Mumbai: Tuberculosis patients heave a sigh of relief as city unlocks

After being cooped up for months due to the coronavirus lockdown, many Tuberculosis (TB) patients have finally started visiting the TB Hospital, Sewri again for diagnosis and treatment. The footfall of patients at the TB hospital is almost the same as it was before Covid. Currently, the number of patients has increased by 10 per cent since May. However, doctors have cautioned that the next few months will be crucial to gauge the adverse effect of late diagnosis and treatment of suspected TB patients due to the ongoing Covid-19 pandemic.

According to the data provided from the hospital, before Covid-19, every month the hospital receives over 1,400 patients in their OPD. However, from April, the numbers started dwindling drastically.

In February, 1,405 patients visited the OPD of the TB hospital for consultation. The figure reduced to 1,235 in March and 996 in April. With the gradual spread of the virus, the numbers gradually plunged to 749, 708, 879 and 688 respectively in May, June, July and August. However, after the lockdown was relaxed last month, for the first time since May, around 979 patients visited the TB hospital.

Dr Lalit Anande, medical superintendent, TB hospital, Sewri said the number of admissions at the hospital has increased by 51 per cent since April. In April, 196 patients were admitted. The figure is up to 296 in September. “Since the relaxation has started the number of patients have increased as the mode of public transportation has increased. Also, as the cases of Covid-19 cases have come under control, the fear of transmission has decreased among people,” he said.

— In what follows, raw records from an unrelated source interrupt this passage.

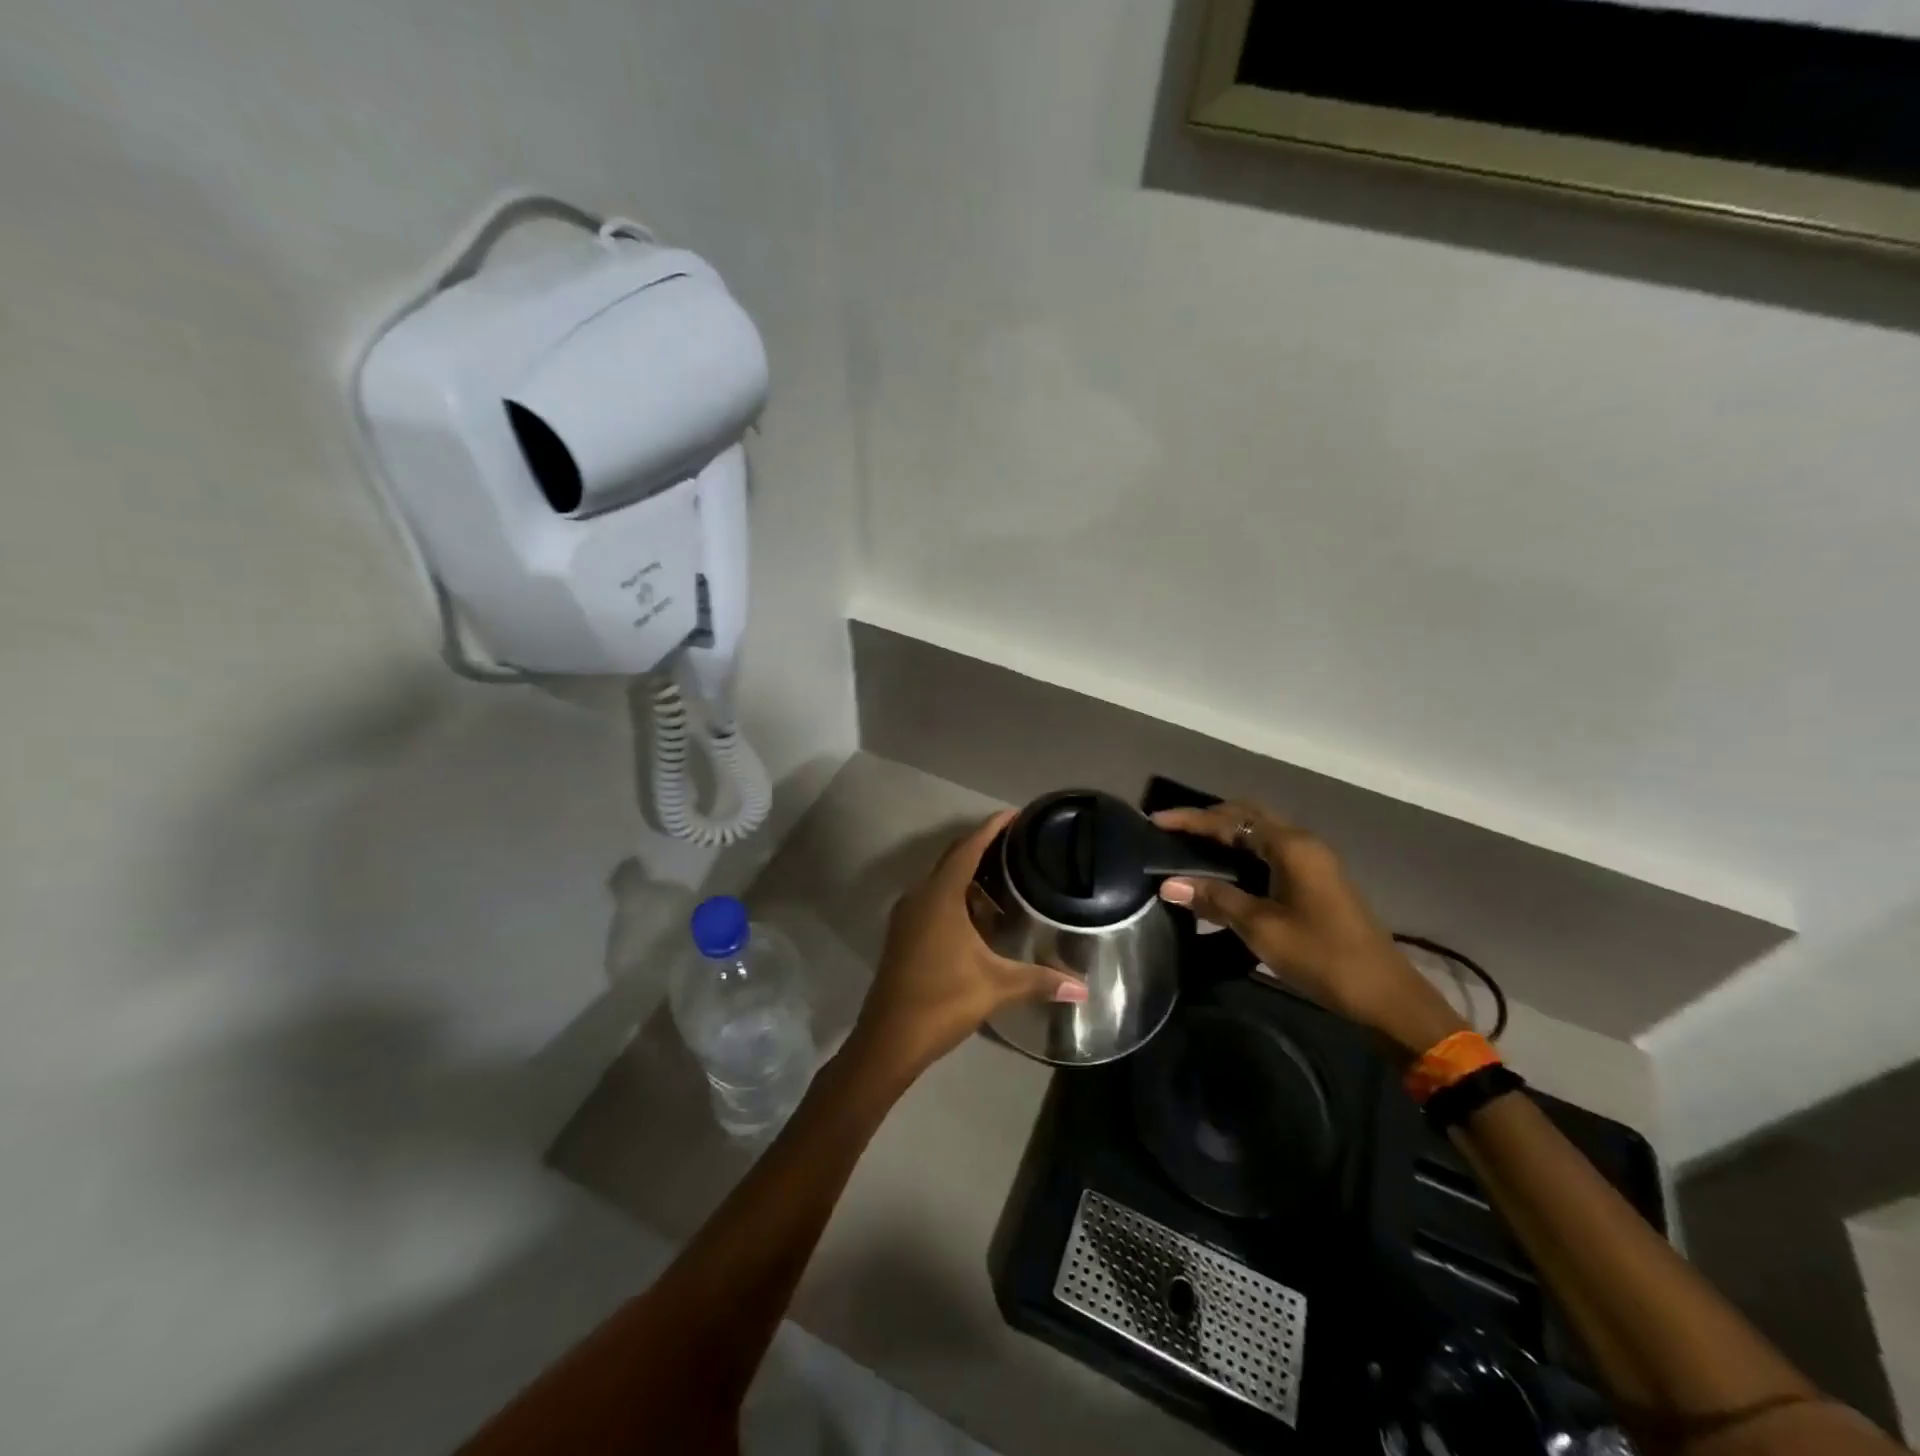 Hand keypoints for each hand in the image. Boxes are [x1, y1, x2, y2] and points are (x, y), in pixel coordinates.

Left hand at [846, 810, 1086, 1086]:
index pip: (968, 847)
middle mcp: (919, 896)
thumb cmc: (942, 1000)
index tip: (1015, 814)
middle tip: (1018, 845)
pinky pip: (933, 900)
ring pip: (941, 882)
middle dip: (982, 847)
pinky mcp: (903, 934)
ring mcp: (907, 916)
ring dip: (969, 877)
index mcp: (940, 896)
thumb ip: (1040, 980)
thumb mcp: (996, 986)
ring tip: (1006, 882)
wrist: (888, 1039)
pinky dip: (957, 898)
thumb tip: (1083, 989)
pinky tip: (979, 919)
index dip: (991, 828)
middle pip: (952, 858)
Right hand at [1151, 802, 1466, 1058]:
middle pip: (1247, 816)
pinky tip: (1222, 869)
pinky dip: (1241, 851)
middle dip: (1208, 818)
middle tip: (1171, 829)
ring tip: (1188, 845)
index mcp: (1291, 846)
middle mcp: (1302, 843)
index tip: (1154, 820)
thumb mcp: (1261, 928)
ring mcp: (1312, 861)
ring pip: (1259, 833)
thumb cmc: (1321, 956)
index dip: (1190, 819)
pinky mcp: (1315, 880)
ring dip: (1226, 834)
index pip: (1230, 820)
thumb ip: (1215, 899)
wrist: (1384, 994)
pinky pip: (1269, 851)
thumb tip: (1168, 884)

Along with public hospitals, private hospitals have started witnessing a spike in the number of TB patients. “People know that the infection is there to stay among us longer. There is no point waiting longer for the virus to die off. So, people have started coming to hospitals for their diagnosis and treatment,” said Dr Yasin Dholakia, secretary, the Maharashtra State Anti-Tuberculosis Association.

When TB patients don’t take their medicines regularly, they can develop multiple-drug resistance TB where the chances of mortality are higher. Also, if a person gets delayed in diagnosis, it can not only lead to his death but also, infect other people around the patient.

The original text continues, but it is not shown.